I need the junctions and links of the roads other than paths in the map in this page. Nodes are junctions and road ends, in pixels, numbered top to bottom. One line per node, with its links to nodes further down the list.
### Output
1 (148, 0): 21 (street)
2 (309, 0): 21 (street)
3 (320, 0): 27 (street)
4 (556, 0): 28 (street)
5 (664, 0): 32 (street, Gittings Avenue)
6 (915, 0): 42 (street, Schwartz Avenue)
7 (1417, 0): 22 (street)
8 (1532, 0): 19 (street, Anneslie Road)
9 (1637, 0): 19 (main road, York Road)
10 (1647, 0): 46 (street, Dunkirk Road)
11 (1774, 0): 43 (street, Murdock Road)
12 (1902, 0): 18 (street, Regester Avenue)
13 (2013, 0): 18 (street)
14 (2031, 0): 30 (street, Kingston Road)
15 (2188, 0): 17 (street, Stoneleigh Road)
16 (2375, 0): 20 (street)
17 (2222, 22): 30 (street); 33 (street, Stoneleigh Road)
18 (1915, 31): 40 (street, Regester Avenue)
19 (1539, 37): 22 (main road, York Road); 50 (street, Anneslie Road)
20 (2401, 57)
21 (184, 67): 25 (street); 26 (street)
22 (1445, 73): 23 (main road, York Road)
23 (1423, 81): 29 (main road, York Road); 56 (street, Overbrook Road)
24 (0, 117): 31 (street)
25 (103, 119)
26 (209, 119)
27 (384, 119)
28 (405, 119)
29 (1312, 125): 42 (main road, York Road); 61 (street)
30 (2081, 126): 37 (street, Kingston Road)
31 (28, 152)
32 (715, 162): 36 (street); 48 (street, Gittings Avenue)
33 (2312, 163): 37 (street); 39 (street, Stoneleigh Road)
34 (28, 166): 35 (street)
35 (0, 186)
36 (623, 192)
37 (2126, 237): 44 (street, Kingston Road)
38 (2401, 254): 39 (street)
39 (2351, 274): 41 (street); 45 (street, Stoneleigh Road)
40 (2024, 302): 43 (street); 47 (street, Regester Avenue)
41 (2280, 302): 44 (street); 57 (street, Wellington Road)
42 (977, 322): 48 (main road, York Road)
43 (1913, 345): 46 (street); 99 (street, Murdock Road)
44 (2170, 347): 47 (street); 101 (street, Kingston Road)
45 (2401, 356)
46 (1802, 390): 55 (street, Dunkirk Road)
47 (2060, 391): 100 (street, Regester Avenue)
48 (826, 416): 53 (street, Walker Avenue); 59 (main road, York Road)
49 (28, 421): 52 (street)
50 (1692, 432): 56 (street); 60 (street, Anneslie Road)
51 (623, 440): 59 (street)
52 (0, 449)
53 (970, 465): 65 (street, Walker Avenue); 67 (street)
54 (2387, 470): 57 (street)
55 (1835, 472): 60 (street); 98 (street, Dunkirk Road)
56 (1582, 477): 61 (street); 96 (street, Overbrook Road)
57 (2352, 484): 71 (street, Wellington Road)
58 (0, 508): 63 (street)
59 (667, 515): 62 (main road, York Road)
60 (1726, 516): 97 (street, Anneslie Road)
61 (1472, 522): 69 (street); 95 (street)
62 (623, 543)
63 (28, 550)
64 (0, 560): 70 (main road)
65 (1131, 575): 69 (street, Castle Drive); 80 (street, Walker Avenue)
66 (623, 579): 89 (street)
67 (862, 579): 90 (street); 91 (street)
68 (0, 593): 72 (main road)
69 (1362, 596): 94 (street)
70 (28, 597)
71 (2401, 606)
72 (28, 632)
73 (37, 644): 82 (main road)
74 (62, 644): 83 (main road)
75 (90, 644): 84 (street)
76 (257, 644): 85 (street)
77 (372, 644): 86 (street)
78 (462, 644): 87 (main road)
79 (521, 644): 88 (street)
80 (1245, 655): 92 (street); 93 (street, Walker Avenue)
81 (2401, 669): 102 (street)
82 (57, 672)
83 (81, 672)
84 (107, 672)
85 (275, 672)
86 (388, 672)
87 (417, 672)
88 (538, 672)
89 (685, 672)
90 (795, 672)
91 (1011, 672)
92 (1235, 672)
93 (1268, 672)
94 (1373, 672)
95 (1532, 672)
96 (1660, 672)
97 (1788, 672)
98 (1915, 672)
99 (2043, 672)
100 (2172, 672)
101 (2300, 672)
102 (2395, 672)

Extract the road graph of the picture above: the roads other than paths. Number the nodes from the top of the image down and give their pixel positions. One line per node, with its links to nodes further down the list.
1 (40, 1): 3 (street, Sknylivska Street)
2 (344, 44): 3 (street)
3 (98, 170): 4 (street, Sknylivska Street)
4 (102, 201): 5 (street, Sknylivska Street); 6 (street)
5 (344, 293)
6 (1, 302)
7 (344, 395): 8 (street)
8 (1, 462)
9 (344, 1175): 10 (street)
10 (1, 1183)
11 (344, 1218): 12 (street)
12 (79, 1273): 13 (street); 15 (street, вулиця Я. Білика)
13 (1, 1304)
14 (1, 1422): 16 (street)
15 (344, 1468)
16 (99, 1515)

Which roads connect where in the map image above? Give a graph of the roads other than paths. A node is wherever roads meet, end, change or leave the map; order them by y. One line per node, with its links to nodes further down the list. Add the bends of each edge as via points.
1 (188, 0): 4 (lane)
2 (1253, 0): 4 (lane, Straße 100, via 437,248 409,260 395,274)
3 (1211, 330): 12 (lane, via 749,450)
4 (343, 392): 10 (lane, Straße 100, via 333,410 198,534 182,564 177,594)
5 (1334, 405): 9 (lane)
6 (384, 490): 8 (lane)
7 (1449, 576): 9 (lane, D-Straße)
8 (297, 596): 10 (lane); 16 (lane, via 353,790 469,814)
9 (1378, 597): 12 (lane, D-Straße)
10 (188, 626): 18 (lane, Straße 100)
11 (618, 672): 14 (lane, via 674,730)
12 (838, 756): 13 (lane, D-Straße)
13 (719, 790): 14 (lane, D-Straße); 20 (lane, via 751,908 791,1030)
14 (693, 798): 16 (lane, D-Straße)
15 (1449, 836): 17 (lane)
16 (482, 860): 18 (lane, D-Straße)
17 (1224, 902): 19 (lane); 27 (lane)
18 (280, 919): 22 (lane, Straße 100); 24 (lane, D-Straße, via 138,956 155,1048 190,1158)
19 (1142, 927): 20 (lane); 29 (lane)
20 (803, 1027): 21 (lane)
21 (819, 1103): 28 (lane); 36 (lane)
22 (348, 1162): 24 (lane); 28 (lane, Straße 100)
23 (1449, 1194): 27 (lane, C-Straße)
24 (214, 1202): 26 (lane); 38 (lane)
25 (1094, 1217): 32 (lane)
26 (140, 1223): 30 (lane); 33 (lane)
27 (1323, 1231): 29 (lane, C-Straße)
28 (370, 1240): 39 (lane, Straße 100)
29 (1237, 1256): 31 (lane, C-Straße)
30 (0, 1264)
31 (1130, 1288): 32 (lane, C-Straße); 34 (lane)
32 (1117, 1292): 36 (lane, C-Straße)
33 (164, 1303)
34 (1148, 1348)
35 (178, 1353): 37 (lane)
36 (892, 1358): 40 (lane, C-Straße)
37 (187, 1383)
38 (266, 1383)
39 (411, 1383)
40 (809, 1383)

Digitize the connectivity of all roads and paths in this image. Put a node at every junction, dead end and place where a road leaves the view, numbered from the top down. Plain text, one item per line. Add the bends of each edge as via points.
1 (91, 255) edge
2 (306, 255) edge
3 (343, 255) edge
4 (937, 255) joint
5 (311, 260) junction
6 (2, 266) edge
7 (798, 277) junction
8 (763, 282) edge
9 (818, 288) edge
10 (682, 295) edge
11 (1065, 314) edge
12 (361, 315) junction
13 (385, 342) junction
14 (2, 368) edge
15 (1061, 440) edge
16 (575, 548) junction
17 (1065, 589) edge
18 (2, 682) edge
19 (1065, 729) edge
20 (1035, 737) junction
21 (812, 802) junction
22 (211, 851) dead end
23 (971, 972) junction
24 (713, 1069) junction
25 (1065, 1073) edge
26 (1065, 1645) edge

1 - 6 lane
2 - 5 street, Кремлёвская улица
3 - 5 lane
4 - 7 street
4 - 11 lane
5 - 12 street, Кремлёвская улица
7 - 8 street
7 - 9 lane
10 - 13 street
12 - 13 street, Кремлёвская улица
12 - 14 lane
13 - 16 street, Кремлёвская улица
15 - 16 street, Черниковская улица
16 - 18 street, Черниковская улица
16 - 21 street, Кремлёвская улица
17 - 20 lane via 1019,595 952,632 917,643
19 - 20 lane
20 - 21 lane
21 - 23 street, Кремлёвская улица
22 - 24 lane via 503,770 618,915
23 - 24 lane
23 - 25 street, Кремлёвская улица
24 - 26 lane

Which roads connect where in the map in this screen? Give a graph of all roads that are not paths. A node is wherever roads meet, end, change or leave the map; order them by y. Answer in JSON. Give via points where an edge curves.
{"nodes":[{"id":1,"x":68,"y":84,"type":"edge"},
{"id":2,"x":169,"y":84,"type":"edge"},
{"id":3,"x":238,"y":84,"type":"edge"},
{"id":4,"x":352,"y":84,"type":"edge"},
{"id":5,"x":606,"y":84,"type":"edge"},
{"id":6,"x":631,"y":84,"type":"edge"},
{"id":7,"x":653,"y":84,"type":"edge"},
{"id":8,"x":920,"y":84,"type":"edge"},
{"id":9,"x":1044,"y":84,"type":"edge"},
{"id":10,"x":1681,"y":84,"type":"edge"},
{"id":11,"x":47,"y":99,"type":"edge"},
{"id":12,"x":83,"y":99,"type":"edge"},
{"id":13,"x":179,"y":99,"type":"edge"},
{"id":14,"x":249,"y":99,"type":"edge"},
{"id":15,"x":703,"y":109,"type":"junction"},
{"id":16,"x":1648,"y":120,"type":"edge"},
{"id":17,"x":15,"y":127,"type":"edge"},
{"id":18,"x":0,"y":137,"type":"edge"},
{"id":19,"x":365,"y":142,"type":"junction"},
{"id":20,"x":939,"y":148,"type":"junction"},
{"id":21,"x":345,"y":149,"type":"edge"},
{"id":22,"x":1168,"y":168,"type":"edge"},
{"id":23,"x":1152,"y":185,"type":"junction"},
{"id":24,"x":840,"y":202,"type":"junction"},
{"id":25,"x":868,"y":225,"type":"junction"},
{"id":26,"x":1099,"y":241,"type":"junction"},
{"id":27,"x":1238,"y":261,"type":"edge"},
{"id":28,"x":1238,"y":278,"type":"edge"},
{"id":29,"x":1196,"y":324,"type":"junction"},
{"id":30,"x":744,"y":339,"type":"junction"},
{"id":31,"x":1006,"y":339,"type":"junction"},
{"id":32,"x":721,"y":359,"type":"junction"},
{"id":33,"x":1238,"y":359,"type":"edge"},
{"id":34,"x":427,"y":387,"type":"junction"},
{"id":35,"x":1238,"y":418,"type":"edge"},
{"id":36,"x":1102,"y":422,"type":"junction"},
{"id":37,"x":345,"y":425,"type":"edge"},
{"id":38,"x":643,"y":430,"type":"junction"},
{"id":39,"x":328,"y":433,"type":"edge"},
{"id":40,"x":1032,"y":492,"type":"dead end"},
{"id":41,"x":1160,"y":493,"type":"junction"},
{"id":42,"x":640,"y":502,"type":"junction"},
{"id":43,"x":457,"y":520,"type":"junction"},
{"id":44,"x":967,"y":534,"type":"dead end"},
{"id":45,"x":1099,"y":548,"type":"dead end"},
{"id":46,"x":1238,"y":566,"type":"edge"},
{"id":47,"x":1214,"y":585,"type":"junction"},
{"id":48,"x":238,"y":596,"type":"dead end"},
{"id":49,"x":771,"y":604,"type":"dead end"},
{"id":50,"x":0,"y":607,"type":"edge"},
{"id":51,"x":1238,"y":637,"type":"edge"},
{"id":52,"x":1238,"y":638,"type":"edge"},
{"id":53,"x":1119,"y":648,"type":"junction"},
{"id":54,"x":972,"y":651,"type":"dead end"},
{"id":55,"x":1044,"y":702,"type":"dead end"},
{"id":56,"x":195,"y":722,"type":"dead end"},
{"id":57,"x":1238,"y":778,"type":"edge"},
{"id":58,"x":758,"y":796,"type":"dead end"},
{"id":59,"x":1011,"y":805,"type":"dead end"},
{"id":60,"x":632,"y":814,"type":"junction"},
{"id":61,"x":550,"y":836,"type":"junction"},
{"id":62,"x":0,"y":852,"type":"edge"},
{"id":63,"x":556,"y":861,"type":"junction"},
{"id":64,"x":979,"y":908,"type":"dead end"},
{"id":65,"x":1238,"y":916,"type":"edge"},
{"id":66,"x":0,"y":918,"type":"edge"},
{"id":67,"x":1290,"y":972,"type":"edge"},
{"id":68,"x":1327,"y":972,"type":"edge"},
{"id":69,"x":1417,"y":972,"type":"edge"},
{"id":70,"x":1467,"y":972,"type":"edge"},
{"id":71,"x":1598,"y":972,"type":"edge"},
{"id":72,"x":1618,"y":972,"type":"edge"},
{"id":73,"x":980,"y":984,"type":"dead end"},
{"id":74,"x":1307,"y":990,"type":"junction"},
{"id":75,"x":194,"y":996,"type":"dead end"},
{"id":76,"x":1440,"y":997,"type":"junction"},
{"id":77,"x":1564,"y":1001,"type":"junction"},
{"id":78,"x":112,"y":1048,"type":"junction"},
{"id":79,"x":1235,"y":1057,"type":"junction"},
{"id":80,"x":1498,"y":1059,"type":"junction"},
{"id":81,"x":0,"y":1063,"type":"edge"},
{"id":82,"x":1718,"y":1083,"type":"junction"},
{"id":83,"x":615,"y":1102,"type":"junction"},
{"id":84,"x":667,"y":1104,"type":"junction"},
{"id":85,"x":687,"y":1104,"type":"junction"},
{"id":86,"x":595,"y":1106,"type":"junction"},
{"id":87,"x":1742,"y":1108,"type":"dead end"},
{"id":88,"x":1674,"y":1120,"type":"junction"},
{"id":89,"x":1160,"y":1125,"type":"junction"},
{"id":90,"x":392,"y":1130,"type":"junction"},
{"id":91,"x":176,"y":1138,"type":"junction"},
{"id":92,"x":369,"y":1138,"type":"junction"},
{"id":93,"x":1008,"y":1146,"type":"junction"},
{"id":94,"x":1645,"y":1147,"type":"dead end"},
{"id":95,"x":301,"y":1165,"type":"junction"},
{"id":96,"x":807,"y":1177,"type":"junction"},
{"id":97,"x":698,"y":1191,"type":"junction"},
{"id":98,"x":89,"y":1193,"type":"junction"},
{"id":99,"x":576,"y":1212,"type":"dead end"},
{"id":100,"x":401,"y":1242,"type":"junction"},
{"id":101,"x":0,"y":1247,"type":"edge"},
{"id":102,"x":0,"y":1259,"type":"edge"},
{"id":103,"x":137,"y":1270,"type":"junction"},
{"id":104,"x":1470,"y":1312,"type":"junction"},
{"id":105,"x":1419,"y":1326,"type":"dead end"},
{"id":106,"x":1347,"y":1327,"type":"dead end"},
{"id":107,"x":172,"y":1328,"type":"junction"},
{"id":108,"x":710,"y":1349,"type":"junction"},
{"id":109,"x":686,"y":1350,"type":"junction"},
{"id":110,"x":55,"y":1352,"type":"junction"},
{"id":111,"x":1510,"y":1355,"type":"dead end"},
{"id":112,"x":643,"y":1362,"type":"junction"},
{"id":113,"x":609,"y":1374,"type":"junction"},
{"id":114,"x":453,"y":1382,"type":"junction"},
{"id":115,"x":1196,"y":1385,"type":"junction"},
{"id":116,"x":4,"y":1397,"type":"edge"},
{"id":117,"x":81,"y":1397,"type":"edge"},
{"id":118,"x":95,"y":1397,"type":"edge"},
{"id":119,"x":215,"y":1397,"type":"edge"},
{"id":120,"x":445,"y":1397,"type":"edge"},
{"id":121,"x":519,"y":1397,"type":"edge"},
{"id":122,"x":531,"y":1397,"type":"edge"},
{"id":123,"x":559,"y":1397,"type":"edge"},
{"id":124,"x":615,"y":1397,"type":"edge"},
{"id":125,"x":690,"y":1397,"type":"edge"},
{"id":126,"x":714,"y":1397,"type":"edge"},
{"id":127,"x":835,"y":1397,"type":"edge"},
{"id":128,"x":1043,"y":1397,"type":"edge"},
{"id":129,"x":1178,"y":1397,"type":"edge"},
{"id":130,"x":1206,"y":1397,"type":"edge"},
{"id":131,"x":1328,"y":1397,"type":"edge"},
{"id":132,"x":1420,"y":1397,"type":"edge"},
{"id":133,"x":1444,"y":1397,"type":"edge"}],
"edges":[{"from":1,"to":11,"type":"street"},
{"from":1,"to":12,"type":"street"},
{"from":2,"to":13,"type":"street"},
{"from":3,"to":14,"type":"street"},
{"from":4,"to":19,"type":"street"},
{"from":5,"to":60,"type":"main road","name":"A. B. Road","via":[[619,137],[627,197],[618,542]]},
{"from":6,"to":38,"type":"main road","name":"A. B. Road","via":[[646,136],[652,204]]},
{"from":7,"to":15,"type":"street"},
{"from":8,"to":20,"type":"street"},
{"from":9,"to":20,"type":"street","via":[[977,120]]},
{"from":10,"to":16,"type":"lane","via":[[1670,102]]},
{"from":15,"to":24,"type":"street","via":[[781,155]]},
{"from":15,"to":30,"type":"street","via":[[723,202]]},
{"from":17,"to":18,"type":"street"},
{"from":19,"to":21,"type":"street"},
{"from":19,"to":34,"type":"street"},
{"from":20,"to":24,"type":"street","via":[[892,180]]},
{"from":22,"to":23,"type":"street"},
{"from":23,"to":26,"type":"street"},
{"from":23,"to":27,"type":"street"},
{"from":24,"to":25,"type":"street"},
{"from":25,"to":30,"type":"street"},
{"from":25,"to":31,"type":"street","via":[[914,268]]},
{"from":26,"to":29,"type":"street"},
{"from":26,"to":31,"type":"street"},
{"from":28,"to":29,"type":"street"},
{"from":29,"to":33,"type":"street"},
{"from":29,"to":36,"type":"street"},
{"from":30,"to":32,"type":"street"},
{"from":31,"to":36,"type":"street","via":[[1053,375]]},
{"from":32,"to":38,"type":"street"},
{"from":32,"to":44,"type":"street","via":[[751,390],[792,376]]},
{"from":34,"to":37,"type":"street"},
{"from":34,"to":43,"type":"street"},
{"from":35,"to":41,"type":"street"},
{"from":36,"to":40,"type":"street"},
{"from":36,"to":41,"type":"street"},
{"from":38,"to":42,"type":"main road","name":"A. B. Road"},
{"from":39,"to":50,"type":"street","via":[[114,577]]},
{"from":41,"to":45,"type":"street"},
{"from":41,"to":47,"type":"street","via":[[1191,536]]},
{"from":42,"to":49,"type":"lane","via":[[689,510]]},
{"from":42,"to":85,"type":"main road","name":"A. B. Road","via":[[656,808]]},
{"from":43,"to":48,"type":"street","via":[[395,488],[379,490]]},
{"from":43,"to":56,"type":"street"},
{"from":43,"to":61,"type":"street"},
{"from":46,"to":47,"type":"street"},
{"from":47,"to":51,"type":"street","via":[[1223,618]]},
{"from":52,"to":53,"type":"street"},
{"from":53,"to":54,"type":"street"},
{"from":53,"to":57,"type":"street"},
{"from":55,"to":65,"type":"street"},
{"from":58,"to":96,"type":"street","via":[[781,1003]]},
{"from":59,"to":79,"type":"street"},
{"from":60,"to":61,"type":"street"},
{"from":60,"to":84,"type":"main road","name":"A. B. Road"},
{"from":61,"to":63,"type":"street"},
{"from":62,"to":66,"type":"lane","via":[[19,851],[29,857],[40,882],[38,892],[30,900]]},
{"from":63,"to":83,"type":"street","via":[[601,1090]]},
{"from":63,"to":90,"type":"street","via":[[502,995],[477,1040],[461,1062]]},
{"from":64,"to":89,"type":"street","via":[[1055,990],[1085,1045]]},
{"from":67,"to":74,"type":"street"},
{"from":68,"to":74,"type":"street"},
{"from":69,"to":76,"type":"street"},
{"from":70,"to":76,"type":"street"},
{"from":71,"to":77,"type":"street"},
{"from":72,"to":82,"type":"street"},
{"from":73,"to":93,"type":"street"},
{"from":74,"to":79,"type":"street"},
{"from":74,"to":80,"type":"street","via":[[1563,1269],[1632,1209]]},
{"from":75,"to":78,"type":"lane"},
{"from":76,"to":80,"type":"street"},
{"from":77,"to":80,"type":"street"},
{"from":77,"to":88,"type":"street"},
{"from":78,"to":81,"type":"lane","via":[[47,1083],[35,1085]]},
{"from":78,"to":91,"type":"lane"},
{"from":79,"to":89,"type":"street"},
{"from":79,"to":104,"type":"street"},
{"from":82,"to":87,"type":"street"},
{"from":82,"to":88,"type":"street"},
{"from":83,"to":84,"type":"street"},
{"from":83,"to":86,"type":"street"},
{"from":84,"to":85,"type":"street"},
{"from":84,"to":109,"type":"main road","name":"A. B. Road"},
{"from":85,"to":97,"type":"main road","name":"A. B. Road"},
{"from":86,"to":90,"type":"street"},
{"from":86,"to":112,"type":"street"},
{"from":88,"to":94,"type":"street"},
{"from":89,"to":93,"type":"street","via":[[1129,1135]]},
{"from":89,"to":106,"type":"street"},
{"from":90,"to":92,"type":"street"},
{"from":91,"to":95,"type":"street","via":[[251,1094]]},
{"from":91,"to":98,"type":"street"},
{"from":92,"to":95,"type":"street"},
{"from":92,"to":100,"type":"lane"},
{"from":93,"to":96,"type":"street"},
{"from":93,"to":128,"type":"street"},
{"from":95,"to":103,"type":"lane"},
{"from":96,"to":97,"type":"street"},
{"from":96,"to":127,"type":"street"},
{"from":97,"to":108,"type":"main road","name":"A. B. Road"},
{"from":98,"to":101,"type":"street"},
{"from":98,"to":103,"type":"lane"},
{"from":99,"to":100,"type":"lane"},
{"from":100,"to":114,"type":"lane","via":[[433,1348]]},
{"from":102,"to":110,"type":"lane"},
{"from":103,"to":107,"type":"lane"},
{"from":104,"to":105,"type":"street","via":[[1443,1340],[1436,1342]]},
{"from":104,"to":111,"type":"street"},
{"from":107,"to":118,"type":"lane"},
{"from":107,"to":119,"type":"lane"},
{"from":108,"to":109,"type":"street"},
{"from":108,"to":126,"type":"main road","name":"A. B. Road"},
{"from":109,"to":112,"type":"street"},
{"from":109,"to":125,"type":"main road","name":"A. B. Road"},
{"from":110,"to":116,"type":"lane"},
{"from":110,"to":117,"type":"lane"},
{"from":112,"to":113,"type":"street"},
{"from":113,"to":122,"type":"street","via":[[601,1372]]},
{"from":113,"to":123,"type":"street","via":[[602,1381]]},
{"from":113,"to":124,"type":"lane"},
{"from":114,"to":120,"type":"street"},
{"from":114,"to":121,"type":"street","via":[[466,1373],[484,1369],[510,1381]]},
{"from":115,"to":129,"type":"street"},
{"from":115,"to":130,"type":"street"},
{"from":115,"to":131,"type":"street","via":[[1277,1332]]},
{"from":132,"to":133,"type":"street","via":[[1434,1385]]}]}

» **Exercise**
Copy every single line of the material above that holds "bends".

» **Answer to the problem**
Which roads connect where in the map image above? Give a graph of the roads other than paths. A node is wherever roads meet, end, change or leave the map; order them by y. One line per node, with its links to nodes further down the list. Add the bends of each edge as via points.
Digitize the connectivity of all roads and paths in this image. Put a node at every junction, dead end and place where a road leaves the view, numbered from the top down. Plain text, one item per line. Add the bends of each edge as via points.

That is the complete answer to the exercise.